En otros rubros, cabe señalar y destacar la labor de Janusz Kaminski, el inseparable cinefotógrafo de Spielberg, en el concepto y desarrollo de la cinematografía. Aunque al decir de muchos, el diseño de encuadres resulta claustrofóbico, más aún si gran parte de la historia se cuenta desde lugares cerrados, lo cierto es que se consigue retratar la oscura intimidad que requiere el intercambio de ideologías y el análisis de estrategias para, luego, contrastar con los momentos luminosos que magnifican la satisfacción del logro. Igual mención requiere el legendario John Williams, que esta vez permanece discreto pero efectivo con una banda sonora que trasciende, precisamente, por su discreción.

“Lincoln” ha llegado a las pantallas en un marco poco favorable en lo que a la taquilla se refiere (compitiendo con Hobbits, con Vampiros, con Santa Claus y sus cómplices, con Pi y sus aventuras, con Miserables y muchos más) pero, sin duda, promete dejar huella (de hecho, lo está logrando)

Por otra parte, tiene en contra el hecho de que a las masas no les interesan del todo los filmes de corte biográfico sobre personajes que tal vez sientan ajenos a sus intereses o lejanos a sus tiempos… o al menos eso argumentan algunos distribuidores y exhibidores que han ido aplazando el estreno de “Lincoln” en sus respectivos países, señalando que este trabajo es muy diferente (en potencial de taquilla) a casos como los de “JFK”, “Nixon”, “Iron Lady”, “Gandhi”, etc, que se distribuyeron y exhibieron bajo consideraciones muy distintas debido a sus características de temporalidad y/o de exploración de escándalo que, en su momento, se reflejaban en interés para la taquilla.  En fin.
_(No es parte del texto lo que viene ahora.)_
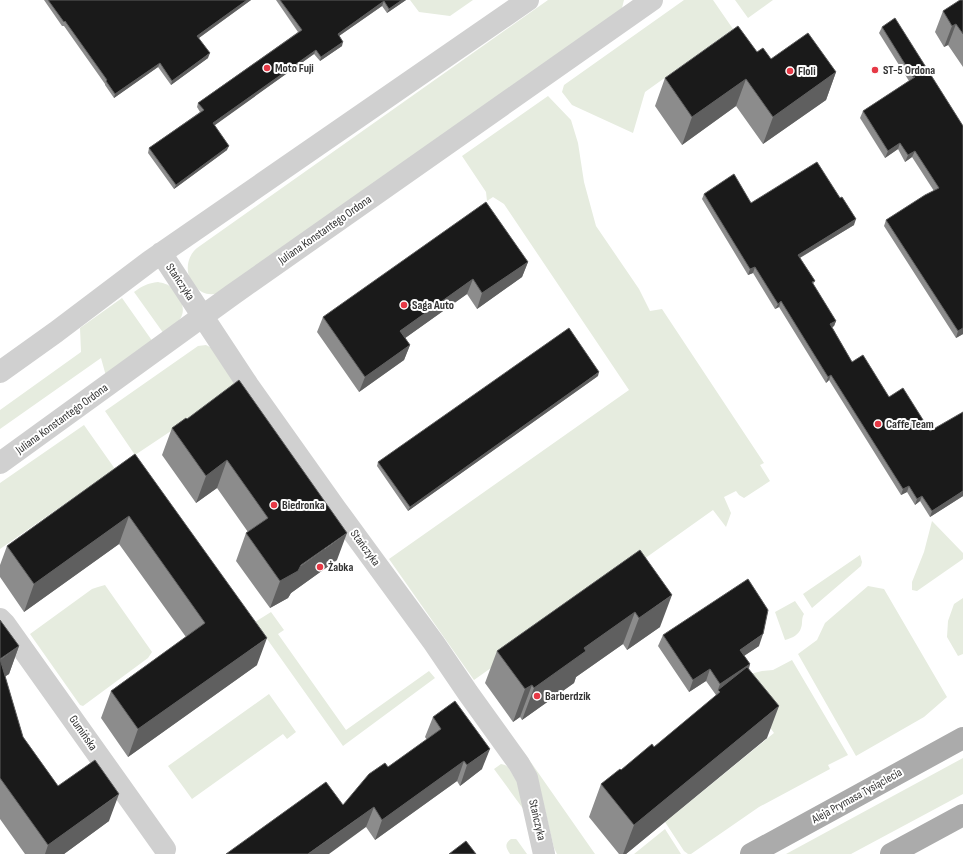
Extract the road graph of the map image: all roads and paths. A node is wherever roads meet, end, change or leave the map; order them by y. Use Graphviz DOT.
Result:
graph roads {
  1 [pos="528,0"];
  2 [pos="652,0"];
  3 [pos="161,253"];
  4 [pos="203,317"];
  5 [pos="0,372"];
  6 [pos="0,463"];
  7 [pos="0,619"];
  8 [pos="963,738"];
  9 [pos="963,815"];
  10 [pos="165,849"];
  11 [pos="544,854"];
  12 [pos="751,854"];
  13 [pos="891,854"];
  1 -- 3 [label="street"];
  2 -- 4 [label="street, Juliana Konstantego Ordona"];
  3 -- 4 [label="street, Stańczyka"];
  3 -- 5 [label="street"];
  4 -- 6 [label="street, Juliana Konstantego Ordona"];
  4 -- 11 [label="street, Stańczyka"];
  7 -- 10 [label="street, Gumińska"];
  8 -- 12 [label="main road, Aleja Prymasa Tysiąclecia"];
  9 -- 13 [label="main road"];
}
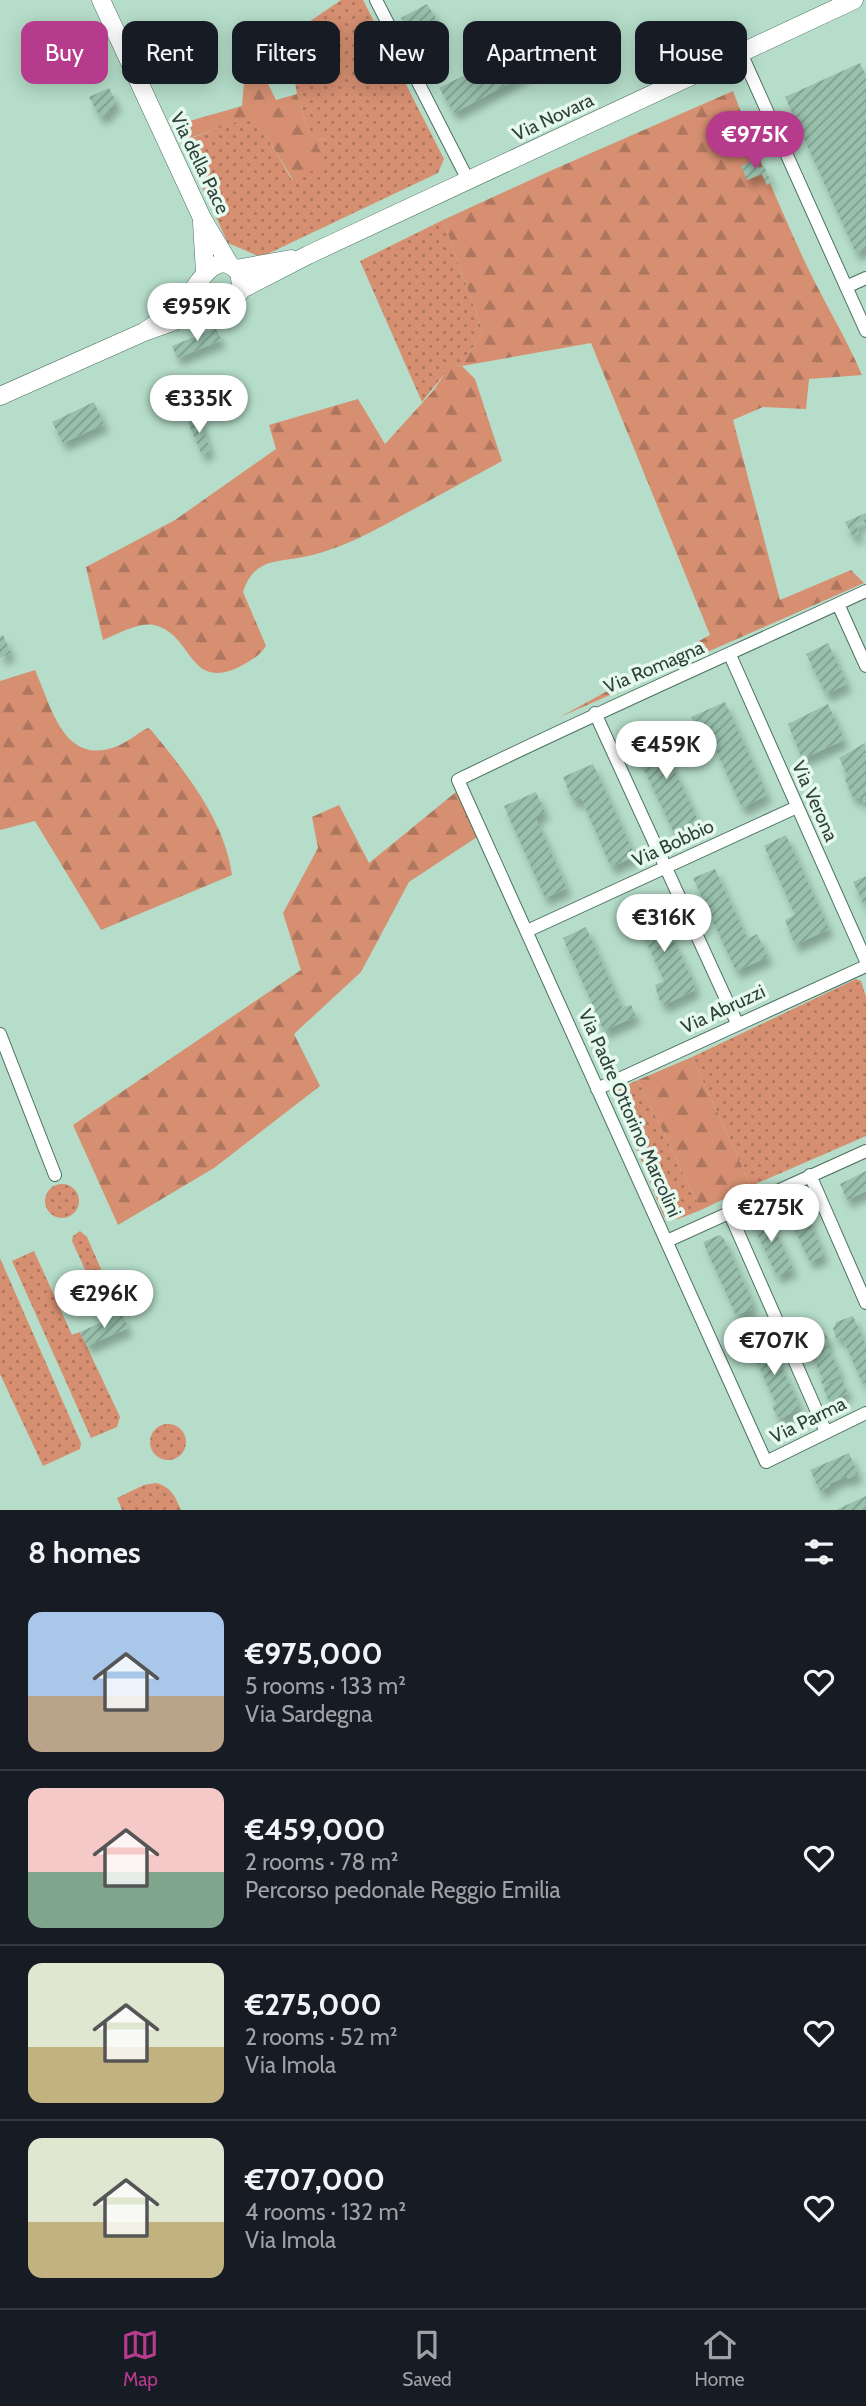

Aunque este trabajo pudo caer en clichés, patrones mal hechos e inercias propias de los filmes biográficos – históricos, por fortuna Spielberg logró darle un giro y tratamiento tales que cautiva  a los interesados en el género y les conmina a vivir una experiencia cinematográfica fuera de serie que, por cierto, a estas fechas (primera semana de enero) ya está entre las más referidas entre los nominados a las principales entregas de premios a lo mejor de la industria.